Task requirements ▸ Extract the line that contains "middle tip: (235, 329)" and every line after it to the end of the records below, exactly as written and nothing else.

= Beginning of Section =

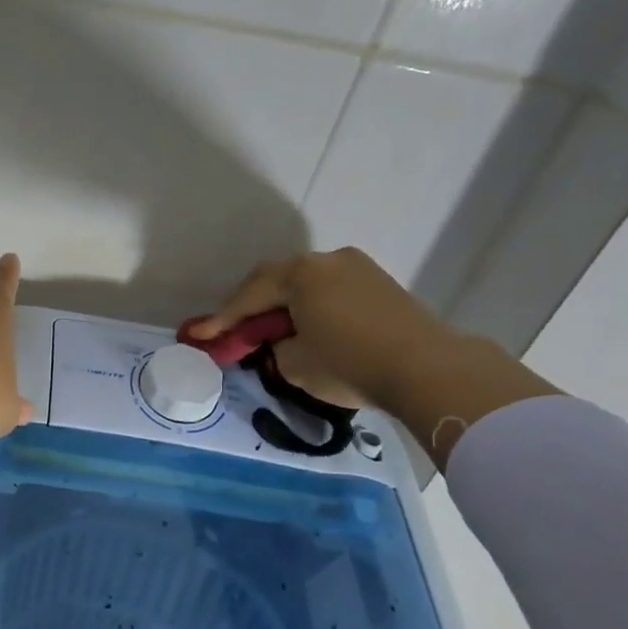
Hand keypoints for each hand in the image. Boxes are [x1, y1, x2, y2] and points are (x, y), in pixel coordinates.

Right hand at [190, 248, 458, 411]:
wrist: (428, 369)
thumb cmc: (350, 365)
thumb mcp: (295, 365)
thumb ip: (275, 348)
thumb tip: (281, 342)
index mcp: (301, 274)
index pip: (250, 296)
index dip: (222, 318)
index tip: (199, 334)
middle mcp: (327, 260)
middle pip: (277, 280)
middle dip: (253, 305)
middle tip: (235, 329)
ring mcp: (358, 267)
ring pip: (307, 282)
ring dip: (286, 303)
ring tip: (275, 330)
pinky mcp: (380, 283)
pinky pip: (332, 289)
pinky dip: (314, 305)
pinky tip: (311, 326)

= End of Section =

Answer section ▸
middle tip: (235, 329)
ring mcp: (358, 267)
ring pip: (307, 282)
ring dip: (286, 303)
ring tip: (275, 330)
pinky mcp: (380, 283)
pinky pip: (332, 289)
pinky dip: (314, 305)
pinky tip: (311, 326)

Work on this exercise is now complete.